Throughout the entries below, report every line where "above" is found.
--- START ---
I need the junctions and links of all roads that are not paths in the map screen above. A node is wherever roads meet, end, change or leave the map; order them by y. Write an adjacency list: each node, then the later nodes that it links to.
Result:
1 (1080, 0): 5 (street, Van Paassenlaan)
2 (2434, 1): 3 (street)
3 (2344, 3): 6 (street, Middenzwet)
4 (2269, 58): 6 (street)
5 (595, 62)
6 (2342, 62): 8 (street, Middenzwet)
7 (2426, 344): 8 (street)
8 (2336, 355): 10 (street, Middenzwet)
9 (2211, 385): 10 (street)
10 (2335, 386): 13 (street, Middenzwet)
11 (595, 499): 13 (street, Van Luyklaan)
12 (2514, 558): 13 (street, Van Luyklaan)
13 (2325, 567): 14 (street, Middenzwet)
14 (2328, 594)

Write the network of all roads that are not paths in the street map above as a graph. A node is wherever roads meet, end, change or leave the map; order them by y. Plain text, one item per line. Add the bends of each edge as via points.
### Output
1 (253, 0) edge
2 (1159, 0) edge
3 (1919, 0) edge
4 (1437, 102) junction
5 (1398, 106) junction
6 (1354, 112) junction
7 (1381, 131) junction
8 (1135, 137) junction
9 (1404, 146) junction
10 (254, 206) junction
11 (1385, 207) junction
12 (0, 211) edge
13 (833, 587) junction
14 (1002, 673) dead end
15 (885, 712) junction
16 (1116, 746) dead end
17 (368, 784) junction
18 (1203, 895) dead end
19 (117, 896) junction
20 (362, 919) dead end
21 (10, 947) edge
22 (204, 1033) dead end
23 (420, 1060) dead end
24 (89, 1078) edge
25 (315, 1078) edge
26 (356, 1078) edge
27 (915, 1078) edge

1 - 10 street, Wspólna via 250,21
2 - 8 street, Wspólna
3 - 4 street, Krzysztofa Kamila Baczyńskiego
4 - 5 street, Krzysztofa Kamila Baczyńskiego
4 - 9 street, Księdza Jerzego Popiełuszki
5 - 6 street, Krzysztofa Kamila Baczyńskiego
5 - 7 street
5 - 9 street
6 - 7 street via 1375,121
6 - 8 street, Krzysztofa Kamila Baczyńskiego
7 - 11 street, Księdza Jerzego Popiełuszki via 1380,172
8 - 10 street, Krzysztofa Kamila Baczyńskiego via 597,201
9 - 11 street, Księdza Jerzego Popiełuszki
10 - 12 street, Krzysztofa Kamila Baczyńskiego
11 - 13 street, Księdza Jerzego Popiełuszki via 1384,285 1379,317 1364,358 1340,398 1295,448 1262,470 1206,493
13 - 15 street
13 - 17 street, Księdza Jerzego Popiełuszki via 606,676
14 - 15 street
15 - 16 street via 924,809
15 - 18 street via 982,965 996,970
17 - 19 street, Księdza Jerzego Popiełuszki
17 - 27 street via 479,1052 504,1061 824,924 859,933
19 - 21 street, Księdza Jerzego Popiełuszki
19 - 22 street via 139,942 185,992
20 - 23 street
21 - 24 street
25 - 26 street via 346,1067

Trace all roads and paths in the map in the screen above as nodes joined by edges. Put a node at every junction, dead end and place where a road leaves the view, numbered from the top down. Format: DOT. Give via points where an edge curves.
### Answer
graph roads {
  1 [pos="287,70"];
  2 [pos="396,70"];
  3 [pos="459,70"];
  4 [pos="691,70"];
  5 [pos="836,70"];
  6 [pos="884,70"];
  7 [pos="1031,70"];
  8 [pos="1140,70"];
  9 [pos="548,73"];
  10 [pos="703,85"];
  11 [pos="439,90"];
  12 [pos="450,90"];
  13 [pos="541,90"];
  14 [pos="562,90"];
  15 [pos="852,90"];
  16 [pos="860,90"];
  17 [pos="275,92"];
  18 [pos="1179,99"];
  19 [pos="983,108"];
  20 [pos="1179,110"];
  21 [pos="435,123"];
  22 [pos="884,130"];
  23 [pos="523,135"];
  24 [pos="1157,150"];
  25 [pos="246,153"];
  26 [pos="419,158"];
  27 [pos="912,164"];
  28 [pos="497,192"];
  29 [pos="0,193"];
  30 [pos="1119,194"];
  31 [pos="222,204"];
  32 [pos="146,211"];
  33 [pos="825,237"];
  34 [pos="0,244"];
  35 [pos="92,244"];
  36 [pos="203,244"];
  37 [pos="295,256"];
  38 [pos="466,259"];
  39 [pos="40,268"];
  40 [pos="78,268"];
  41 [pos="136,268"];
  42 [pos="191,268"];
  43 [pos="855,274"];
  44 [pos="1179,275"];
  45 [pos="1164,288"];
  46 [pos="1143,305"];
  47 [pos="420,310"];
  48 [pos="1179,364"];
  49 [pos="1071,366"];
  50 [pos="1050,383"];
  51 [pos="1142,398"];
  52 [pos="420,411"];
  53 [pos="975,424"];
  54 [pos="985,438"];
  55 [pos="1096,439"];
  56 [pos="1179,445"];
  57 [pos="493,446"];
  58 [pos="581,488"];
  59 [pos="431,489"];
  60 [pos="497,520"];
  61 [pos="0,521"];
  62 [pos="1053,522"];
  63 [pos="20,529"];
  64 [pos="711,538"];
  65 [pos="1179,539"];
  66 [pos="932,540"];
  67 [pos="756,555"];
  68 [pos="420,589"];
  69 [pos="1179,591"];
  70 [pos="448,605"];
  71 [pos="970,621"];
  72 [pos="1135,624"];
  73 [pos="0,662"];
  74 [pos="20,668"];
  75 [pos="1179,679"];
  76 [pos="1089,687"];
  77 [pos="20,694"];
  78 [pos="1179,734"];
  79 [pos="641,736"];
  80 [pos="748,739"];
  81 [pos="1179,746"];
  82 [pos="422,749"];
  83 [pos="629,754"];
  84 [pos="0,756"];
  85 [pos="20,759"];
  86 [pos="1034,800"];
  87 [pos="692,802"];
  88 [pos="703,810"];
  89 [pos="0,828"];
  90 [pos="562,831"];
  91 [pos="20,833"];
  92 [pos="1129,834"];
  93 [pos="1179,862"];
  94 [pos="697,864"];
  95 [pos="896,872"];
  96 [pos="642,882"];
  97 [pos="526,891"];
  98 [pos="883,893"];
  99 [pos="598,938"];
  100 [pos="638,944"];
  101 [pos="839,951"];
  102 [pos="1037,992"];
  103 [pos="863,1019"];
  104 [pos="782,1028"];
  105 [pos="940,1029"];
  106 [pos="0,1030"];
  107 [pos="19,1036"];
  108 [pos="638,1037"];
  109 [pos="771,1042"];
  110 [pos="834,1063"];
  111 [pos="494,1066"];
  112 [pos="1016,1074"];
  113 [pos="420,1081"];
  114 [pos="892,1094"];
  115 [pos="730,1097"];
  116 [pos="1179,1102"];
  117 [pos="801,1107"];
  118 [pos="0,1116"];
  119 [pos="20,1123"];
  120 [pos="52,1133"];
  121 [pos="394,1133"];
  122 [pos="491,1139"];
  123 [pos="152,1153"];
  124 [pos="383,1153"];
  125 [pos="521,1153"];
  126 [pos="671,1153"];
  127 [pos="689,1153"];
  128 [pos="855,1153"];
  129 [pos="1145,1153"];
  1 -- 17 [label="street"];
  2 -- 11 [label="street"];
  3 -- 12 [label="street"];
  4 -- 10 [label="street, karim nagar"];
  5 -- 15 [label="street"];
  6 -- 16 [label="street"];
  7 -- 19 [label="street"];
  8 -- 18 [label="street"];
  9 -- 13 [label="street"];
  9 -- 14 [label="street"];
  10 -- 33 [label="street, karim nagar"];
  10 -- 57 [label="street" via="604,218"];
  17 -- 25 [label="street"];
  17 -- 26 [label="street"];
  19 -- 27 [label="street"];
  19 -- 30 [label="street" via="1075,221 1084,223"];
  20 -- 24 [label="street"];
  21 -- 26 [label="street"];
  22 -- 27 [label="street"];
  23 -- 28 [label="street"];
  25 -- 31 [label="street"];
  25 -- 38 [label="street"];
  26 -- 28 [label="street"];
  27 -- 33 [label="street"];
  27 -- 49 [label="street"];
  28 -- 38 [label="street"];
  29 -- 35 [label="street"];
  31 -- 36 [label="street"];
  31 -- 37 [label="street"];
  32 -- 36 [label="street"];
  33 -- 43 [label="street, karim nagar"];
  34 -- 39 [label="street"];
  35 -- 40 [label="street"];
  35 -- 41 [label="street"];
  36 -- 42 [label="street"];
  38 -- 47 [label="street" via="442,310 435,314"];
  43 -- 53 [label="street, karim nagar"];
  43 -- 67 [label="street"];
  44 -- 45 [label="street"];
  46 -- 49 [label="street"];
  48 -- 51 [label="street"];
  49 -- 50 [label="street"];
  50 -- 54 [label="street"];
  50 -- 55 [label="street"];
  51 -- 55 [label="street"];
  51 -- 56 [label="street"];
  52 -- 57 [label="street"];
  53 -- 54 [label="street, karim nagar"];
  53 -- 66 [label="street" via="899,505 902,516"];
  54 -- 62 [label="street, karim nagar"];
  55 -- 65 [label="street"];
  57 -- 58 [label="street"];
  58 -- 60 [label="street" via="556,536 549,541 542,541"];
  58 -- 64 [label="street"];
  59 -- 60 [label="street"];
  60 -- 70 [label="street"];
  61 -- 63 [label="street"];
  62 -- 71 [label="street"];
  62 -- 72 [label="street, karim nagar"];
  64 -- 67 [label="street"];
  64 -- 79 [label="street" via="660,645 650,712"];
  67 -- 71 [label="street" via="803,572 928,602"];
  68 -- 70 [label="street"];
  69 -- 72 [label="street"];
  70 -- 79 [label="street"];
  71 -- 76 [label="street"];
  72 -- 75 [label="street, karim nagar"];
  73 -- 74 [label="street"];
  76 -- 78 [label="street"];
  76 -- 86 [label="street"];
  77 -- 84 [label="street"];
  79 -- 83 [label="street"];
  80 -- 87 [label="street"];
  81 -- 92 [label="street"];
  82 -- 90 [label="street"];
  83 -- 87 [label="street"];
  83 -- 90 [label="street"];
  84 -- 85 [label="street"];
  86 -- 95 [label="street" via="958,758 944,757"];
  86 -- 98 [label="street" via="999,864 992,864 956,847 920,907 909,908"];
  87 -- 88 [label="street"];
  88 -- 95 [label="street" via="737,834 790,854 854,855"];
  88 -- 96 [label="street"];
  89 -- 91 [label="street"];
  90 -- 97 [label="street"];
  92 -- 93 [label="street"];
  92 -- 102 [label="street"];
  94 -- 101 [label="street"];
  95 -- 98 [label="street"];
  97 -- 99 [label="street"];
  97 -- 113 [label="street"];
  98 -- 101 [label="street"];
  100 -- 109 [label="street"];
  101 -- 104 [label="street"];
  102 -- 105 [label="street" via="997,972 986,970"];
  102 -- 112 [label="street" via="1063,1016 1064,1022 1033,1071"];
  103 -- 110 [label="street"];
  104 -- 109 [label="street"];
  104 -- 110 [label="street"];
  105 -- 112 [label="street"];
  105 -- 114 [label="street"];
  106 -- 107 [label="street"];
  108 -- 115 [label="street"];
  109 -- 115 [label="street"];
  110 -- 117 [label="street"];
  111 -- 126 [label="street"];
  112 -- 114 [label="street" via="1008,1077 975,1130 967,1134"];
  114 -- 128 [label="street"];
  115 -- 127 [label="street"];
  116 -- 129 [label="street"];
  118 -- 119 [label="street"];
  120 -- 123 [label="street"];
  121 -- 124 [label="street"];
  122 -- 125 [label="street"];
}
--- END ---
Written answer:
I need the junctions and links of all roads that are not paths in the map screen above. A node is wherever roads meet, end, change or leave the map; order them by y. Write an adjacency list: each node, then the later nodes that it links to.
Write the network of all roads that are not paths in the street map above as a graph. A node is wherever roads meet, end, change or leave the map; order them by y. Plain text, one item per line. Add the bends of each edge as via points.
Trace all roads and paths in the map in the screen above as nodes joined by edges. Put a node at every junction, dead end and place where a road leaves the view, numbered from the top down. Format: DOT. Give via points where an edge curves.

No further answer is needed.